L’avis de... Anne Eyraud-Loisel, directrice des études de la formation d’actuaire et maître de conférences à l’Isfa*

« La durée maximale pour trouver un emploi est de trois mois »

le 18/04/2013 L'AGEFI Hebdo

La crise a-t-elle profité aux actuaires ?

La crise a mis en avant un besoin en gestion et en évaluation des risques, dans le secteur des assurances aussi bien que dans les institutions financières. Or les actuaires sont justement des experts de la gestion des risques ! Même au plus fort de la crise, en 2009 et 2010, nos étudiants n’éprouvaient pas de grosses difficultés dans leurs recherches d’emploi. Dernièrement, un de mes étudiants a mis trois mois pour trouver un poste, il s’agit aujourd’hui de la durée maximale pour décrocher un emploi car la demande reste

très forte.

Combien d’actuaires sont formés chaque année à l’Isfa* et vers quelles entreprises se dirigent-ils ?
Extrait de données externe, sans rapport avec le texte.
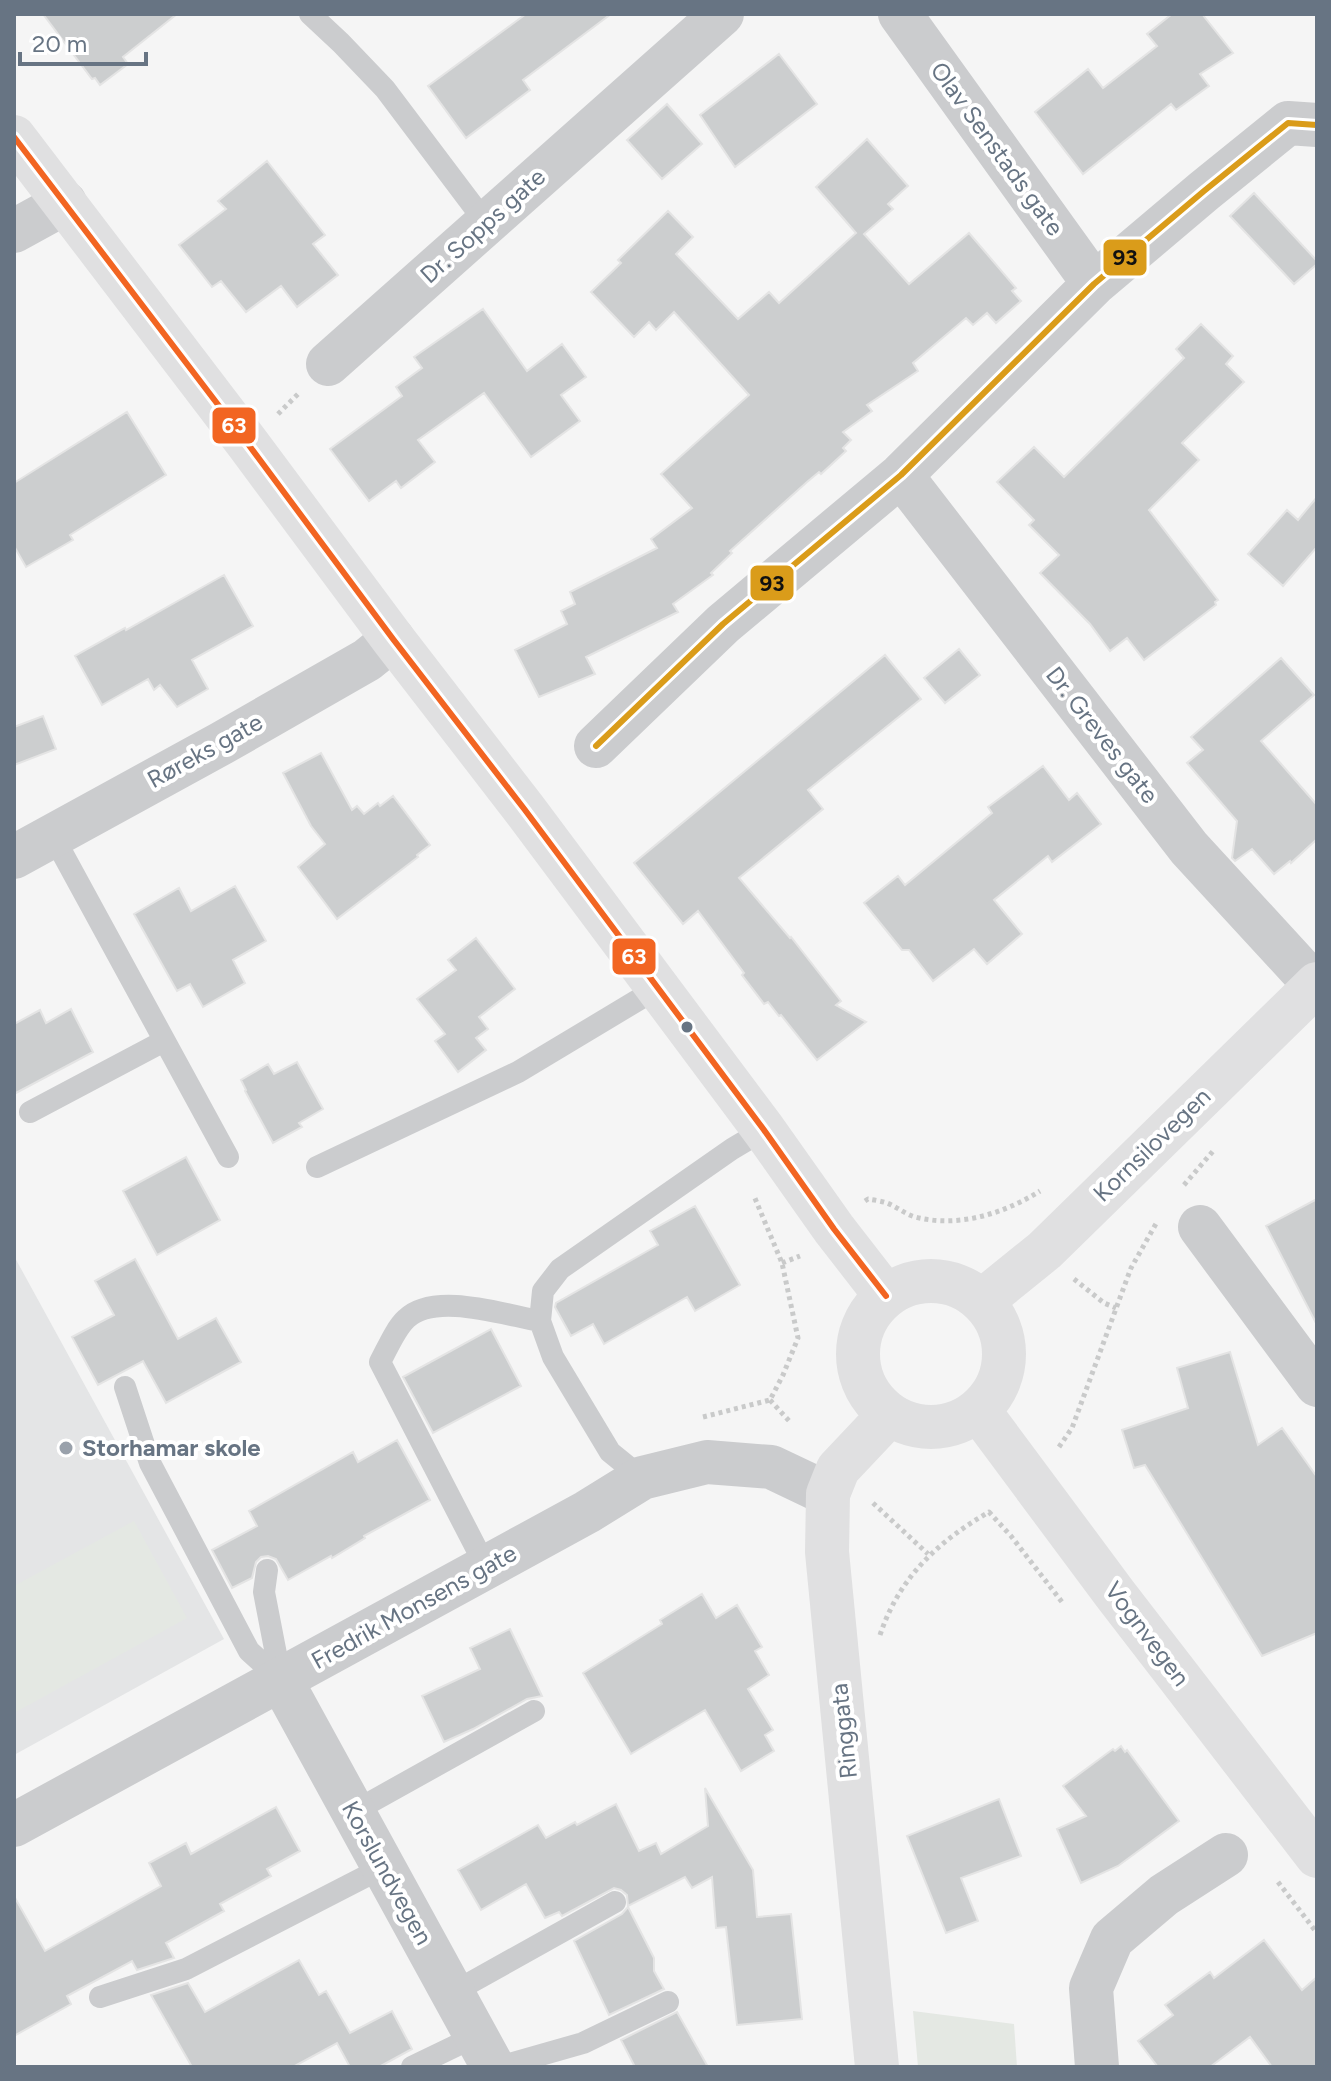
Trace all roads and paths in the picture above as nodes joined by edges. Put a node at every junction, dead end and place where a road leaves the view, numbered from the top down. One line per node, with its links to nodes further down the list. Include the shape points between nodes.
1 (310, 14): 7 (lane, via 385,89)
2 (722, 14): 7 (street, Dr. Sopps gate)
3 (900, 14): 9 (street, Olav Senstads gate)
4 (1317, 125): 9 (street, via 1288,123)
5 (14, 137): 6 (main road)
6 (65, 203): 8 (street); 11 (main road)
7 (486, 223): 10 (street, Dr. Sopps gate)
8 (14, 231)
9 (1094, 284): 12 (street)
10 (328, 364): 11 (path)
11 (248, 444): 13 (main road)
12 (901, 475): 14 (street, via 723,624); 17 (street, Dr. Greves gate, via 1189,848)
13 (393, 639): 15 (street, Røreks gate, via 367,660); 18 (main road)
14 (596, 746)
15 (53, 836): 16 (street, Røreks gate); 19 (lane)
16 (14, 857)
17 (1316, 984): 31 (main road, Kornsilovegen, via 1045,1250)
18 (658, 988): 21 (main road); 23 (lane, via 518,1072)
19 (164, 1041): 20 (lane); 22 (lane)
20 (30, 1112)
21 (764, 1130): 30 (main road); 33 (lane, via 560,1269 543,1291)
22 (228, 1157)
23 (317, 1167)
24 (1047, 1186): 25 (path, via 1010,1208 957,1222 911,1216 868,1199)
25 (861, 1204)
26 (1200, 1227): 34 (street)
27 (800, 1256): 28 (path)
28 (782, 1263)
29 (1073, 1278): 32 (path)
30 (886, 1296): 31 (main road, via 908,1284 929,1281 966,1289); 38 (main road, via 866,1318 857,1361 866,1391)
31 (982, 1301): 37 (main road, via 996,1319 1005,1353 998,1385)
32 (1116, 1308)
33 (540, 1321): 40 (lane, via 553,1357 610,1452); 44 (lane, via 451,1304 425,1307 406,1319 380,1362)
34 (1317, 1385)
35 (125, 1387): 48 (lane, via 150,1463 249,1651)
36 (770, 1400): 39 (path)
37 (979, 1411): 38 (main road, via 953,1425 921,1428); 53 (main road, Vognvegen)
38 (888, 1416): 41 (main road, Ringgata, via 838,1469)
39 (791, 1423)
40 (642, 1478): 41 (street, Fredrik Monsens gate, via 707,1462 771,1467); 44 (street, Fredrik Monsens gate)
41 (828, 1494): 63 (main road, Ringgata, via 827,1552)
42 (873, 1503): 43 (path)
43 (928, 1554): 46 (path, via 989,1512); 47 (path, via 900,1590)
44 (486, 1567): 48 (street, Fredrik Monsens gate)
45 (267, 1570): 48 (lane, via 264,1592)
46 (1068, 1609)
47 (878, 1641)
48 (281, 1680): 50 (street, Korslundvegen); 51 (street, Fredrik Monsens gate)
49 (534, 1711): 50 (lane)
50 (353, 1812): 54 (street, Korslundvegen)
51 (14, 1825)
52 (1226, 1855): 64 (street, via 1164,1895 1112,1939 1091,1988)
53 (1317, 1856)
54 (384, 1867): 58 (street, Korslundvegen); 59 (lane, via 186,1969)
55 (1273, 1876): 57 (path)
56 (615, 1902): 58 (lane)
57 (1317, 1933)
58 (452, 1993): 61 (street, Korslundvegen)
59 (100, 1997)
60 (668, 2002): 61 (lane, via 583,2043)
61 (489, 2057): 62 (lane)
62 (412, 2067)
63 (877, 2067)
64 (1097, 2067)

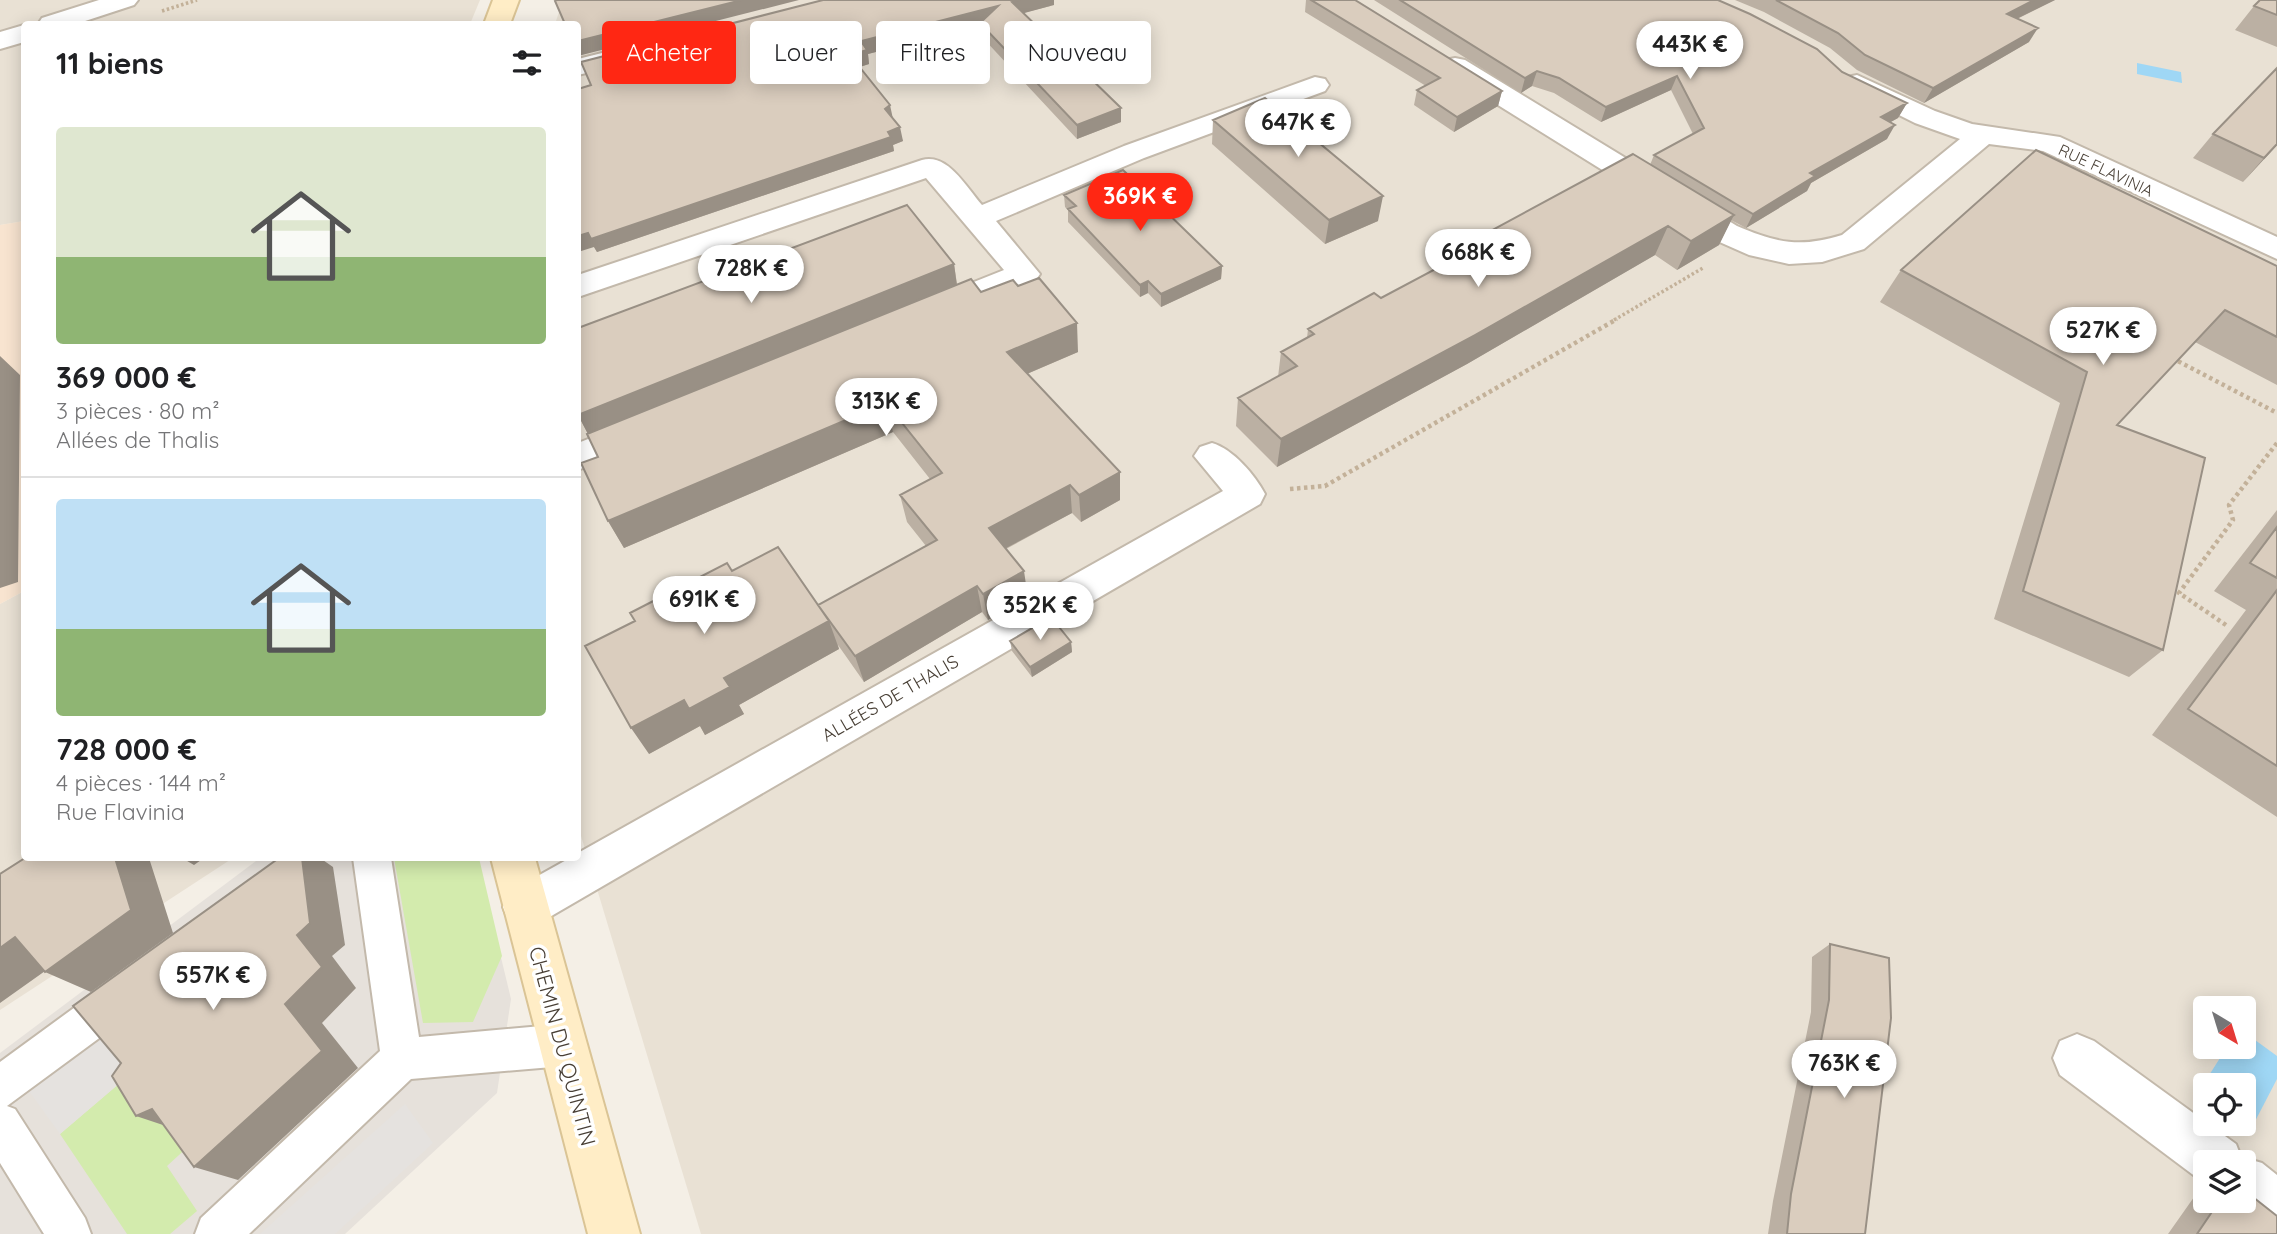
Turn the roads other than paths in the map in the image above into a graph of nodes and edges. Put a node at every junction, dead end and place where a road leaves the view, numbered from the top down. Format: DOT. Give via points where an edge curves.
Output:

Nous en formons entre 80 et 100 par an, contre seulement une trentaine il y a dix ans. 90 % à 95 % de nos étudiants en dernière année d’actuariat sont en alternance. Ils s’orientent, soit vers des cabinets de conseil, soit vers des entreprises d’assurance, soit vers le monde de la finance. C’est assez partagé. Dans le marché actuel, il y en a pour tous les profils. Je dis souvent qu’actuaire, ce n’est pas un seul métier, mais des métiers, car ils peuvent être présents dans de nombreuses fonctions au sein des entreprises.

*Institut de science financière et d'assurances.